>>>>
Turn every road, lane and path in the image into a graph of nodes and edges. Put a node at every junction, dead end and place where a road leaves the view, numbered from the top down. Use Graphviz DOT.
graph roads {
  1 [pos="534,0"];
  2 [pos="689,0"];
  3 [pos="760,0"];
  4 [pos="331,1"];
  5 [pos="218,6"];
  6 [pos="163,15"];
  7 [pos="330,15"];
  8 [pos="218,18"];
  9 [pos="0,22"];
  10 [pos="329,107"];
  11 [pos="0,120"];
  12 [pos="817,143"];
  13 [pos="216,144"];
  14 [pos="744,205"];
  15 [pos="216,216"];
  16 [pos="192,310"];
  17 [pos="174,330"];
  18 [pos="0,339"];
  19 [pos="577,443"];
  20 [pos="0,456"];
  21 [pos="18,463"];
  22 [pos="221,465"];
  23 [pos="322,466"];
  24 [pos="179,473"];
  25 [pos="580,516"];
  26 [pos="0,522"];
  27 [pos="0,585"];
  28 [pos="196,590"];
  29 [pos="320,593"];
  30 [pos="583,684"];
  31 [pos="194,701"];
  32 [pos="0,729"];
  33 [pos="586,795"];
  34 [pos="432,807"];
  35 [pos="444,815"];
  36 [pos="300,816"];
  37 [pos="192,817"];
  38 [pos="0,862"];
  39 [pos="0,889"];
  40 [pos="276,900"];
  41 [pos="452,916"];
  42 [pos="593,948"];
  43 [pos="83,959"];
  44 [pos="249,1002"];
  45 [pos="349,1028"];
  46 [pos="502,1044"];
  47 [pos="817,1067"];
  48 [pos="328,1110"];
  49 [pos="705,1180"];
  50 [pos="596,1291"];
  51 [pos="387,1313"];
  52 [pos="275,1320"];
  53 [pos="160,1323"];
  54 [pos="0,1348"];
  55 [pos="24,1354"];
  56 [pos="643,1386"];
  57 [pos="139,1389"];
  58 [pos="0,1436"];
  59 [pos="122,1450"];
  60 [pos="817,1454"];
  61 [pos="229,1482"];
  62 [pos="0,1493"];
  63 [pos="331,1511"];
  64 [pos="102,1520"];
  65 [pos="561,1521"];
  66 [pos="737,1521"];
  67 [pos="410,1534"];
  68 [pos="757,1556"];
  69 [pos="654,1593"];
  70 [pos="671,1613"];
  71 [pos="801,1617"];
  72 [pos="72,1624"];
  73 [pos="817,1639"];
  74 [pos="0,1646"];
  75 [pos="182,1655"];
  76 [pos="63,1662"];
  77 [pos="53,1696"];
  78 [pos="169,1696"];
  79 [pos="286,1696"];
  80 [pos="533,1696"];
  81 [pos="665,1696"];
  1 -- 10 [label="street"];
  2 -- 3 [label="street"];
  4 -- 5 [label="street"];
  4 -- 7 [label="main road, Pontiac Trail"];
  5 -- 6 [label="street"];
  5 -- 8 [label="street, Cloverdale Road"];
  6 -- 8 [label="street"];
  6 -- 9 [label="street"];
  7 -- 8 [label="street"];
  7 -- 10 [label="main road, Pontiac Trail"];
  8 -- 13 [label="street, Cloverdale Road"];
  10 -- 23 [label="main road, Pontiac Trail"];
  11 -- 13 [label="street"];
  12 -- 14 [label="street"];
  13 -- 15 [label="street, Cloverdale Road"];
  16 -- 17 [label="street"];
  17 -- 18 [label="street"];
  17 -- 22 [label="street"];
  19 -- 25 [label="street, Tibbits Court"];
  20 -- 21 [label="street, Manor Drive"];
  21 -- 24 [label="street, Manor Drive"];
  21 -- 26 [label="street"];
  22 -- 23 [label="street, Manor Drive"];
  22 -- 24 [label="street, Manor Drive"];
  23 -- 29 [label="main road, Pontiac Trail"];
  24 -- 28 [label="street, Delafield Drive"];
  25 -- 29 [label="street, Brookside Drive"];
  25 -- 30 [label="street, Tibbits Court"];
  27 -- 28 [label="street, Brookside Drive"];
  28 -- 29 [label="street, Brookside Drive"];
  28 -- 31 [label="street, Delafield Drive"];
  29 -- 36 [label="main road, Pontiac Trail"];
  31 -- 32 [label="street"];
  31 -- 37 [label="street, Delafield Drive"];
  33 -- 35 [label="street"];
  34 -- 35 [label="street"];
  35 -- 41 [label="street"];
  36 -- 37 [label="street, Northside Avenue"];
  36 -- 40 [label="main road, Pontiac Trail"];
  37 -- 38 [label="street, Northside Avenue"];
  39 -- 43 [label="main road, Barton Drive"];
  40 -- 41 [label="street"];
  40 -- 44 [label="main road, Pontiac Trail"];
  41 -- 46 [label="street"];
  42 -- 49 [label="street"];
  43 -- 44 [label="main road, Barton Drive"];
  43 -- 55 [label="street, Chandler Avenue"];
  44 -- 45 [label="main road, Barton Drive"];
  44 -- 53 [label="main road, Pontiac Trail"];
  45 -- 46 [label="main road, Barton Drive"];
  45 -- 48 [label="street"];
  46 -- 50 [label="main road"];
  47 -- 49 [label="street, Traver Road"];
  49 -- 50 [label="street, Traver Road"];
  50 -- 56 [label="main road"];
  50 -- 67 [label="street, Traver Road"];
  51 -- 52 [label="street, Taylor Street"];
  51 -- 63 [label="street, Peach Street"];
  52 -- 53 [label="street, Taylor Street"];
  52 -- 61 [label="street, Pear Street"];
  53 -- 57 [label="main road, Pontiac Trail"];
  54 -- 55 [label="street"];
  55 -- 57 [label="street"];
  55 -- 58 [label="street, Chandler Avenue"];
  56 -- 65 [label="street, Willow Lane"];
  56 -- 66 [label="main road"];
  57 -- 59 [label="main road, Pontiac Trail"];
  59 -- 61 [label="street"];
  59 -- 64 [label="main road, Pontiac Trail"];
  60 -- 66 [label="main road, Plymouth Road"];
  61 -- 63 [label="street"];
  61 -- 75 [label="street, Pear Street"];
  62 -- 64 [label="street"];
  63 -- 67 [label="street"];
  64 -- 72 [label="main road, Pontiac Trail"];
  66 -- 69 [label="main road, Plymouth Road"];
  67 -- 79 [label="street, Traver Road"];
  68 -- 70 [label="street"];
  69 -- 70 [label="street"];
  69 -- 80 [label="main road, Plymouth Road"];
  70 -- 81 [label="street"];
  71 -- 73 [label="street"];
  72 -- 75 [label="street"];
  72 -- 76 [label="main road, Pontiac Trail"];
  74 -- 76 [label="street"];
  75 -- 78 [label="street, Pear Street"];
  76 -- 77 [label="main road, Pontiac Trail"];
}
<<<<
- **Exercise instructions**:
Read through the listing and copy each line in which the word "Traver" occurs.

- **Output for this task**:
  47 -- 49 [label="street, Traver Road"];
  49 -- 50 [label="street, Traver Road"];
  50 -- 67 [label="street, Traver Road"];
  67 -- 79 [label="street, Traver Road"];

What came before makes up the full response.